4. Sterling Allen: No Visitors No Objects
February 27 – May 22
Old Jail Art Center (Albany)
From the Old Jail Art Center:
“For the last few years Austin-based artist Sterling Allen has been creating outside the confines of the typical ‘white cube’ of a gallery or museum space, and even his studio. After strategically locating an urban building site that is often ignored or forgotten, he places his own sculptural works with objects and materials he finds on-site into an outdoor exhibition. Responding to the location and architectural elements, he creates a uniquely temporary exhibition that he quickly photographs. This documentation becomes an important aspect of his work.”
5. a) Jeff Gibbons: Wablu the Shlablues
February 27 – April 3
Conduit Gallery (Dallas)
Excerpts from Conduit:
“Gibbons’ work is usually woven through with an element of the auto-biographical, or at least self-referential. Endemic to his creative process is the care for or looking after of his objects of creation as a means of self-care.
“My first sentence (as I’m told) was ‘Can I water the flowers?’ Though I had condensed and slightly altered it into ‘Momma, wablu the shlablues?’ I remember saying that, somehow, and wanting to water the flowers. There was a satisfaction in my gut seeing the water go into the ground, knowing it would make the flowers happy and alive.”

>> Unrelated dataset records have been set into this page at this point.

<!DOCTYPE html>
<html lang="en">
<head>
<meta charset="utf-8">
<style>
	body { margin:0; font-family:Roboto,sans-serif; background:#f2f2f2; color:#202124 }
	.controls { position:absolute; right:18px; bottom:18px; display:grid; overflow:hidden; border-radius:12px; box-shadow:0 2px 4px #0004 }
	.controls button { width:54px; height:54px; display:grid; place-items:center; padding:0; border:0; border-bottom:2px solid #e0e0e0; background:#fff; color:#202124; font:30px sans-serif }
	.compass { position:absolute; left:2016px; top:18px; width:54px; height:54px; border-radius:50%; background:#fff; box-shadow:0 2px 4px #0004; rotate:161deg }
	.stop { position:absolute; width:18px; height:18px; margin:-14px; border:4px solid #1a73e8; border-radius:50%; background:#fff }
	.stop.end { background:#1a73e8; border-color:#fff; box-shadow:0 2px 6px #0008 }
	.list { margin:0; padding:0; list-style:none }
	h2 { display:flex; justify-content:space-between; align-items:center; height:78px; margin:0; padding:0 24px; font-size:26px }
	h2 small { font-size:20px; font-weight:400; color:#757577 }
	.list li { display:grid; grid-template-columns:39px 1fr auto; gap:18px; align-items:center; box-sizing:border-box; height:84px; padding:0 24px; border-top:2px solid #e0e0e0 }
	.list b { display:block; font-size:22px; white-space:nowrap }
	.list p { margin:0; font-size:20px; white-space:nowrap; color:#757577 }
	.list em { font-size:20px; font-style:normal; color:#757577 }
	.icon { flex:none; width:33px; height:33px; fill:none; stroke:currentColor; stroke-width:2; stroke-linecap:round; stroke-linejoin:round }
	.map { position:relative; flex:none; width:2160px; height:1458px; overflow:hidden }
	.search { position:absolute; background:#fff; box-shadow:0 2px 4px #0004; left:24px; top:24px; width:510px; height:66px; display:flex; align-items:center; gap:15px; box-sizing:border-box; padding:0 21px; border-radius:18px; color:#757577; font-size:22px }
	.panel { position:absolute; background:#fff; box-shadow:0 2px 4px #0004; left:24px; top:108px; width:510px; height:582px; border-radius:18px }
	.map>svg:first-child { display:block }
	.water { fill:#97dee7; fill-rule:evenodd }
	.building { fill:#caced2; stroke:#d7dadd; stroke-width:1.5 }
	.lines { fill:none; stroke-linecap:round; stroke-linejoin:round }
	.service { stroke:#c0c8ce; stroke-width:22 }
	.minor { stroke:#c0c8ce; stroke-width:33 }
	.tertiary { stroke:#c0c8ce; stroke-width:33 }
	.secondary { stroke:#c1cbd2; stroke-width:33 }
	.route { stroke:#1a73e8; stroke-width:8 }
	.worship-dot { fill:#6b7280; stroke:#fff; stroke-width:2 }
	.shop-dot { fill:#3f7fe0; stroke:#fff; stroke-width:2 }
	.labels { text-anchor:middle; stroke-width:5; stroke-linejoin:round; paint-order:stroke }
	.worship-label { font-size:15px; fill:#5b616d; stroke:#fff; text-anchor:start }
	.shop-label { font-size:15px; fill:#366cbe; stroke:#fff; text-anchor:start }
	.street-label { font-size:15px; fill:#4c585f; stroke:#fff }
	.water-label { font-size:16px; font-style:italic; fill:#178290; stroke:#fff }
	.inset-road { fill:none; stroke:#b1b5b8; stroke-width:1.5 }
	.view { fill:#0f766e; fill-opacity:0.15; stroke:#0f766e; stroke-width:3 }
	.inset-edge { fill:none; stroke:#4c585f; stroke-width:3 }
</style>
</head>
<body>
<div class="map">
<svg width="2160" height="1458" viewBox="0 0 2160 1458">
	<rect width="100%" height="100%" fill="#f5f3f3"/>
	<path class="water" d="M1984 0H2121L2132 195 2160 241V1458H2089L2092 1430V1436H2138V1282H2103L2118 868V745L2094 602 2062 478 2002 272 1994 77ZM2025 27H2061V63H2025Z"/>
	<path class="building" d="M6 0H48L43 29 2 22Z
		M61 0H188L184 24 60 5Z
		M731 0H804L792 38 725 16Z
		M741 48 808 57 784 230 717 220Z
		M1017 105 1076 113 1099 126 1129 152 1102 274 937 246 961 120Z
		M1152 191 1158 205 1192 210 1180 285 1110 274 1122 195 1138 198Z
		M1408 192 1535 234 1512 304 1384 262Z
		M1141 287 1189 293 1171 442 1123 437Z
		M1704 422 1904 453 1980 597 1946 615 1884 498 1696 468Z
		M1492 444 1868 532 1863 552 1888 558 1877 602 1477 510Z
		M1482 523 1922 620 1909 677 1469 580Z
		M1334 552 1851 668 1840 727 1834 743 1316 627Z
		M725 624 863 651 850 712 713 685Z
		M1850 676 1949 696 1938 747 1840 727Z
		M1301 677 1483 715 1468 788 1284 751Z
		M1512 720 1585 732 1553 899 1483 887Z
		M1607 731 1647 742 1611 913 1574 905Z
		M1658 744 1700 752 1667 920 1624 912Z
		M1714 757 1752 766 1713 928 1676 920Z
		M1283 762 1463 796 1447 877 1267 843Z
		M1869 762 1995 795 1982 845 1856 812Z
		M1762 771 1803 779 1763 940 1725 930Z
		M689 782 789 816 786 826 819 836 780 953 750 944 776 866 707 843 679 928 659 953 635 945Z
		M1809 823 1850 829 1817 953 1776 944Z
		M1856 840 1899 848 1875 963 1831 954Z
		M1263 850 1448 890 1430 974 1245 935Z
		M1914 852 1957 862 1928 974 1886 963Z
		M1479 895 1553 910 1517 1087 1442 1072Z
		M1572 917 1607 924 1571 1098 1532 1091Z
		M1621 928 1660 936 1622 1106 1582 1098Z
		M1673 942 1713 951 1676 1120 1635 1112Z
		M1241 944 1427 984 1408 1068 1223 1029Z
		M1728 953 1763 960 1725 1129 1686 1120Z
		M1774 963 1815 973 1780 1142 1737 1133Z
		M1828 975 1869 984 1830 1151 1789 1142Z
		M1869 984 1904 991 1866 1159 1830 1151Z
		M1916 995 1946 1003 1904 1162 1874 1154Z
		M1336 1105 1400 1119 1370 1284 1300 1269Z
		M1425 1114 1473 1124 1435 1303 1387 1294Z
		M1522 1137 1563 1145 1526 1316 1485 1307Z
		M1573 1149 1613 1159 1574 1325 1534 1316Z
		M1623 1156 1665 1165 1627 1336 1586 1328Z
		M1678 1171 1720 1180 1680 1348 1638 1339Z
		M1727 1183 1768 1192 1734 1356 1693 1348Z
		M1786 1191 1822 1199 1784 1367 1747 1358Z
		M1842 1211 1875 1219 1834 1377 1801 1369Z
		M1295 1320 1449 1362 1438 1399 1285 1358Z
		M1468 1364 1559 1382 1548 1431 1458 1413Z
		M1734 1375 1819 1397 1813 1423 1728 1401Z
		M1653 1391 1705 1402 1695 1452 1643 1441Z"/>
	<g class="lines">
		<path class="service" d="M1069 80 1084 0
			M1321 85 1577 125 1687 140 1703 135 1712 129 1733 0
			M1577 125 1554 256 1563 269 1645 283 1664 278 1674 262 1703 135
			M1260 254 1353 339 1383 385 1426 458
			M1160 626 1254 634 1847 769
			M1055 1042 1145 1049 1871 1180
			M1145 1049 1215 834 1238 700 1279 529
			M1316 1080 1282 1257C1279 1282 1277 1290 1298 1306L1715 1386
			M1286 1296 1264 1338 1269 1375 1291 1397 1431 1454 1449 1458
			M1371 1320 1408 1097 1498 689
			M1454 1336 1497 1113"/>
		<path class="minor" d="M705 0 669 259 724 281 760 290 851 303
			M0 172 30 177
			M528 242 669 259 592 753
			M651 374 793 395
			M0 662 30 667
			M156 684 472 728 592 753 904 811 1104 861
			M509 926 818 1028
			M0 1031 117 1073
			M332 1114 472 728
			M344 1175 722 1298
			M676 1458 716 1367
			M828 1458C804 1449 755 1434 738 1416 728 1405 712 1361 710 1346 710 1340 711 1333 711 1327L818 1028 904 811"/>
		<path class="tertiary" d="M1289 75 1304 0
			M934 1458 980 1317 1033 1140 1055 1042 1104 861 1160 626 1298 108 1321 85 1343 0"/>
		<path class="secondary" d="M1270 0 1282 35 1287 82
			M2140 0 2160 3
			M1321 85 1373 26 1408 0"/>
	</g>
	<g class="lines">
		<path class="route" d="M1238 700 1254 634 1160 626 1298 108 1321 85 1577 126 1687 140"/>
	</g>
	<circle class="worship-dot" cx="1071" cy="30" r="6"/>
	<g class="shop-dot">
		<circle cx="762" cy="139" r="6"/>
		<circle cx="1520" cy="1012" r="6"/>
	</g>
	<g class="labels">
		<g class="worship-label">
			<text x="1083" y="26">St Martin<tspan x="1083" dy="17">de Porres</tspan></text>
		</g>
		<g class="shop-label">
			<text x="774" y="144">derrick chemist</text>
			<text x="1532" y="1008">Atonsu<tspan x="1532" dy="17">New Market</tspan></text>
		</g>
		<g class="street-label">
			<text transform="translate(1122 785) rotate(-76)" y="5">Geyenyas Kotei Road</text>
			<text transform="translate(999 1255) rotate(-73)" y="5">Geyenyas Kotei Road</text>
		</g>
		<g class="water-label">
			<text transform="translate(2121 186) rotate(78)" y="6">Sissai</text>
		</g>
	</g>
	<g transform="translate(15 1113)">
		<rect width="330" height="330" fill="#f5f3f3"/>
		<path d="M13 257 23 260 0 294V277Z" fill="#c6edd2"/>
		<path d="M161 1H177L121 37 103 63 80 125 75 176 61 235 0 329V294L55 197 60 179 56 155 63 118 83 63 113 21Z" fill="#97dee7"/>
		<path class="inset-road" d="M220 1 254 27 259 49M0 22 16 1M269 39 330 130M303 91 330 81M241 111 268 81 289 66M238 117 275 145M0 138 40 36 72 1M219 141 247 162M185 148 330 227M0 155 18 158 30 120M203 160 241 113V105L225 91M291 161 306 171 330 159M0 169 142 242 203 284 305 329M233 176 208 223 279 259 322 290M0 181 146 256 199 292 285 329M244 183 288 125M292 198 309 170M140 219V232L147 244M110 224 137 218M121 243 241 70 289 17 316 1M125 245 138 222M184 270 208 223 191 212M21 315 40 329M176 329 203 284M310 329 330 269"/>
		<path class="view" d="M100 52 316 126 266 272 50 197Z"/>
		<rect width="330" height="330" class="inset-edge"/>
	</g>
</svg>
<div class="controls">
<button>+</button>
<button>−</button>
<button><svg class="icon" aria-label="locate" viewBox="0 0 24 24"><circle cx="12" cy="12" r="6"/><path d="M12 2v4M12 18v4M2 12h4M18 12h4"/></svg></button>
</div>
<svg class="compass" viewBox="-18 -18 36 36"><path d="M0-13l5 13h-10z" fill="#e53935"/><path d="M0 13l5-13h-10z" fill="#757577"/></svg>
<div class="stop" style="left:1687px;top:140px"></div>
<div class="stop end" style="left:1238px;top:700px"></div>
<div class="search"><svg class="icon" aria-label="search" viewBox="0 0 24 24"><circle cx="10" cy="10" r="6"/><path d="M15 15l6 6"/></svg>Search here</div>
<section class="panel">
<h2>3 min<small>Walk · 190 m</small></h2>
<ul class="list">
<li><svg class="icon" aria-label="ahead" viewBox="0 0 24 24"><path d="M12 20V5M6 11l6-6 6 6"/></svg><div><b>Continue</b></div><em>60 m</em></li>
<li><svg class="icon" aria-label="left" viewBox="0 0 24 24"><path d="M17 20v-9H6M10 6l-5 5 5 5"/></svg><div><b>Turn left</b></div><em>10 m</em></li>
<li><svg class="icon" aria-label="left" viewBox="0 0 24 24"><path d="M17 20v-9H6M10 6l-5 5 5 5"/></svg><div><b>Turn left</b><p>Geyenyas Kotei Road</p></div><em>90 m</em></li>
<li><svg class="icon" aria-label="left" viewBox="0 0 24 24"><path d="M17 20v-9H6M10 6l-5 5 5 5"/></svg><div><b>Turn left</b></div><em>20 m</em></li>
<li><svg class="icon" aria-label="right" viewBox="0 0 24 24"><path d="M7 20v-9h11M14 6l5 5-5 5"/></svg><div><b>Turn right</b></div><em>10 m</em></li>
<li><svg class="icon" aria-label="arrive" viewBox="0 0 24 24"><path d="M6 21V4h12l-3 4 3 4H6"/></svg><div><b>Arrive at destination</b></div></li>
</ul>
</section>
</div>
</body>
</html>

5. b) Margaret Meehan: After Laughter
February 27 – April 3
Conduit Gallery (Dallas)
Excerpts from Conduit:
“With After Laughter, Meehan continues her 20-year investigation into otherness by linking those who identify as women with a parliament of overly emotional owls and stoic songbirds. Owls were chosen for their symbolism of both wisdom and death and as shape shifters who can warn of danger but also usher in change.
“The exhibition’s title After Laughter comes from the 1964 song ‘After Laughter (Comes Tears)’ by Wendy Rene, as does one of the larger ceramic sculptures which dons a haphazardly placed pink wig.”